Berlin passed the printout over to Toni.


-You’re right there.

-My leg speed was a paltry sixty kph.Your Ma’s advice to me afterwards was to get my Docs resoled. And adjust my stance a little more to the right. The leader’s was one hundred and eighty kph. Treble top.

-I can see that. What if your kick misses her helmet completely and hits her face?

-It won’t. Anyway, it will only stun her for a minute, blood and mucus, a little headache perchance. That’s all. There’s no other way Tone. The country needs the pain. A little teeth loss, that’s all. Look at the league table.
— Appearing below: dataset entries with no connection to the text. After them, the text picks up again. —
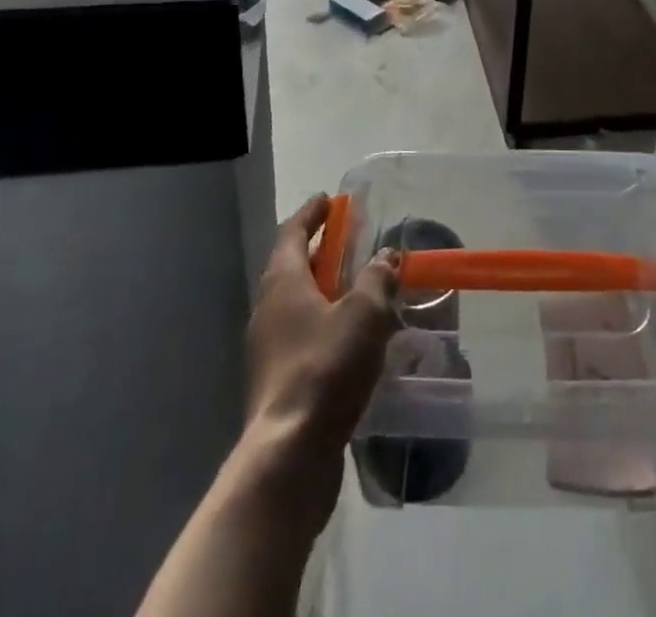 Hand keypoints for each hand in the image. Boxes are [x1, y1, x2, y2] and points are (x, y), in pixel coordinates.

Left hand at [246, 194, 399, 462]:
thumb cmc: (325, 368)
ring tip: (357, 289)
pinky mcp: (277, 382)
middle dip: (321, 250)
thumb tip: (387, 255)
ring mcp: (268, 349)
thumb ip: (377, 279)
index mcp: (283, 282)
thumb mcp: (364, 314)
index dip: (312, 213)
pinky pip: (302, 336)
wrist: (289, 455)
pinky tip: (351, 339)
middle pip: (293, 266)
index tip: (329, 199)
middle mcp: (268, 309)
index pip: (293, 232)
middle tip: (349, 239)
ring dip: (324, 290)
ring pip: (297, 304)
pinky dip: (324, 324) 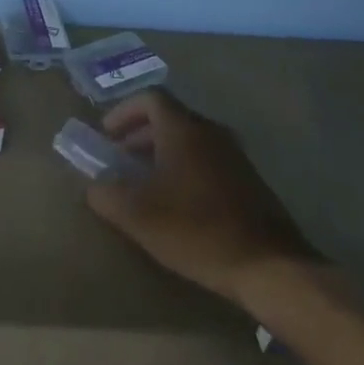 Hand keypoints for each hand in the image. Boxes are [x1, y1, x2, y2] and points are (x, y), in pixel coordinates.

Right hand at [86, 88, 319, 303]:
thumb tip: (94, 185)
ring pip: (190, 140)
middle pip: (170, 117)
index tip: (106, 135)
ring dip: (162, 152)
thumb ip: (106, 194)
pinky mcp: (249, 180)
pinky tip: (178, 203)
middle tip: (120, 159)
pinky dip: (185, 168)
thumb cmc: (196, 230)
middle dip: (139, 134)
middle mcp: (210, 132)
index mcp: (183, 129)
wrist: (269, 266)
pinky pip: (207, 160)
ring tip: (145, 183)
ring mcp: (234, 155)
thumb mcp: (137, 215)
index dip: (123, 112)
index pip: (150, 98) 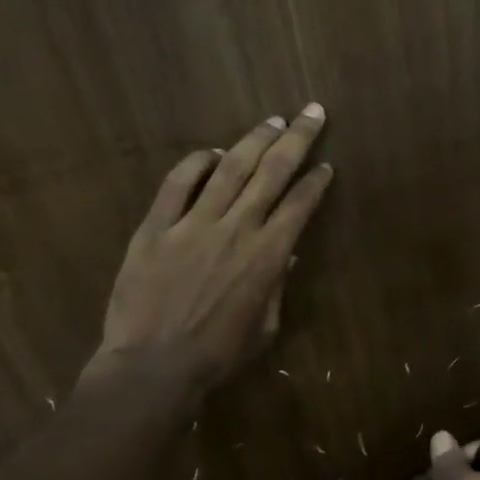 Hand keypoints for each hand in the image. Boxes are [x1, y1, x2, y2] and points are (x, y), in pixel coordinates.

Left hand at [82, 104, 332, 394]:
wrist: (153, 367)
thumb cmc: (217, 355)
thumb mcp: (264, 328)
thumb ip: (277, 287)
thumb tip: (286, 254)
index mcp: (268, 256)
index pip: (300, 205)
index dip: (316, 181)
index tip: (326, 166)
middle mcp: (236, 229)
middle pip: (272, 172)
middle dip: (297, 139)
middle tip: (311, 112)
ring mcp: (193, 225)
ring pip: (230, 169)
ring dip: (254, 141)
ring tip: (272, 121)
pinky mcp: (156, 228)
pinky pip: (177, 184)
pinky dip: (196, 163)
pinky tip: (211, 152)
Toni perused the printout.


-That’s Black Eyed Susan from down the road Berlin! She’s in third place. She’s a kick-speed of 150! There isn’t much in it now. At the top of the league table like.
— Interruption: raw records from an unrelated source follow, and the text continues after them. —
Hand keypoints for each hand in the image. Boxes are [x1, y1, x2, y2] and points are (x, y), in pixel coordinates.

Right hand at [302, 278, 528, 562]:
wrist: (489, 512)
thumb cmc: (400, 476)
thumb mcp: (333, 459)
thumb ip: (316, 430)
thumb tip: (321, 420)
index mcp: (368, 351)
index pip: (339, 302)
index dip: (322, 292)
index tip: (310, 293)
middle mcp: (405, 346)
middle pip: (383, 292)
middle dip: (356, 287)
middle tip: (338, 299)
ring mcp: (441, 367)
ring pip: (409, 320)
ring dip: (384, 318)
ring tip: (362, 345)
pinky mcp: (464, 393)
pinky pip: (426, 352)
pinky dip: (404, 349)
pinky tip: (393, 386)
-You‘d be faster Toni. Why not have a go yourself? I’ve application forms in the bag.

-My own mother?

-You lose yourself in the technique and the physical preparation. It’s the perfect meditation. You won’t even be able to make out her face after your first kick, you’ll be so in the moment. Go on Toni, kick your mother in the head and compete for the league championship. It’s your duty – your fiduciary and patriotic duty. You know it makes sense. Nice poem today, by the way.


Berlin handed Toni a kick-measuring device from her knapsack.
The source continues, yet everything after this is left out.